They Cry in Silence Jul/Aug 2006
Thousands of people rallied in Washington on April 30, hoping to pierce the conscience of America concerning the slaughter that continues in the Sudan. The focus of the demonstration was to protest the mass killings and ethnic cleansing the Sudanese government is carrying out against black farmers in the Western region of Darfur. Estimates are that the number of people massacred over the past three years stands at 200,000, with at least 2 million displaced. Most of the refugees have sought safety in neighboring Chad, where they exist in squalor and poverty.
Organizers of the rally were principally Jewish organizations. They sponsored a full-page ad in The New York Times promoting the event that brought together a faith-based coalition of more than 130 groups, including humanitarian and human rights organizations.

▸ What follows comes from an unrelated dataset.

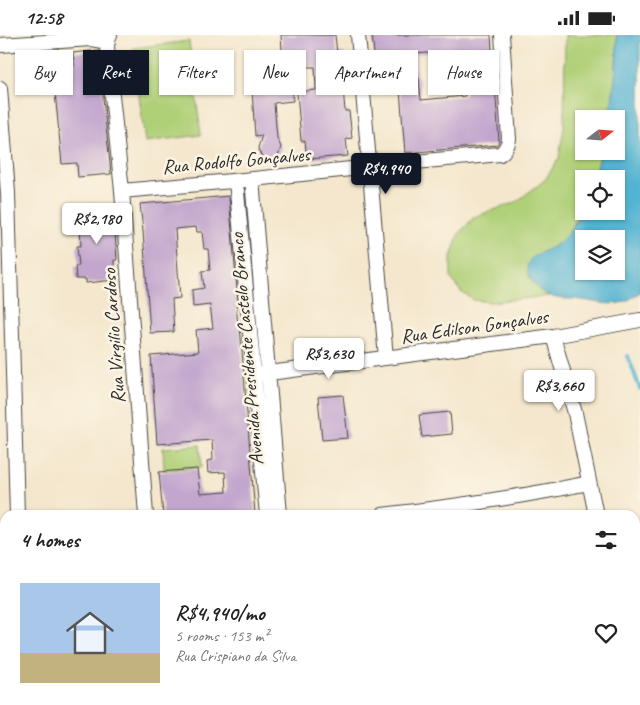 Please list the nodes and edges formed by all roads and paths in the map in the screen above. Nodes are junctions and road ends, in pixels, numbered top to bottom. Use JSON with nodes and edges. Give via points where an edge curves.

Interestingly, the Sudanese government is backing Muslims who are viciously driving other Muslims off the land. Furthermore, the belligerents and the Khartoum government enjoy the support of the Arab League.
As one listened to the principal spokespersons for the massive demonstration in Washington, it was difficult not to notice that virtually nothing was mentioned about the greater tragedy still going on in Southern Sudan, where 2 million Nuba Christians have been slain or starved to death and 4.5 million have become refugees. In this phase of the war, the Christians are called “rebels” against “government forces.”
These continuing atrocities are hardly a secret. But the world takes little notice. Several years ago WorldNetDaily.com published an article detailing this persecution. It reported that Christian villagers in several areas in the Upper Nile region said that, when women were captured, the government forces asked them if they were Muslim or Christian. Women who answered “Muslim” were free to leave. Those who responded by admitting they were Christian were gang-raped, then had their breasts hacked off as a warning to others.
One account told of five pastors who were killed before their parishioners; then the rest of the group—men, women, and children—were driven into a hut and run over by a Russian-made tank.
These grotesque accounts are examples of an endless series of tragedies the black Nuba Christians of Sudan have endured since 1983. Sudan’s Muslim jihad (holy war) was reaffirmed by the units slaughtering Christians. “The jihad is our way,” they declared in 2002, “and we will not abandon it and will keep our banner high. We will never sell out our faith and will never betray the oath to our martyrs.”1 True to their word, jihad is still their way.
Recently we are hearing of progress, peace treaties, and promises in this war against Christians in Sudan. However, the hatred continues, and the killing goes on.
And though we must be encouraged to see people finally going public with cries for justice and for an end to the violence in Darfur, we cannot neglect telling the world about the nature of the predators and the identity of the oppressed. What’s happening in Sudan is just one front in the war of aggression being waged against Christians the world over. And there is no end in sight.
ENDNOTE
- Art Moore, “Faith Under Fire: Sudan jihad forces Islam on Christians; Women refusing to convert gang-raped, mutilated, says relief worker,” March 4, 2002 <worldnetdaily.com/news/article.asp?ARTICLE_ID=26672>.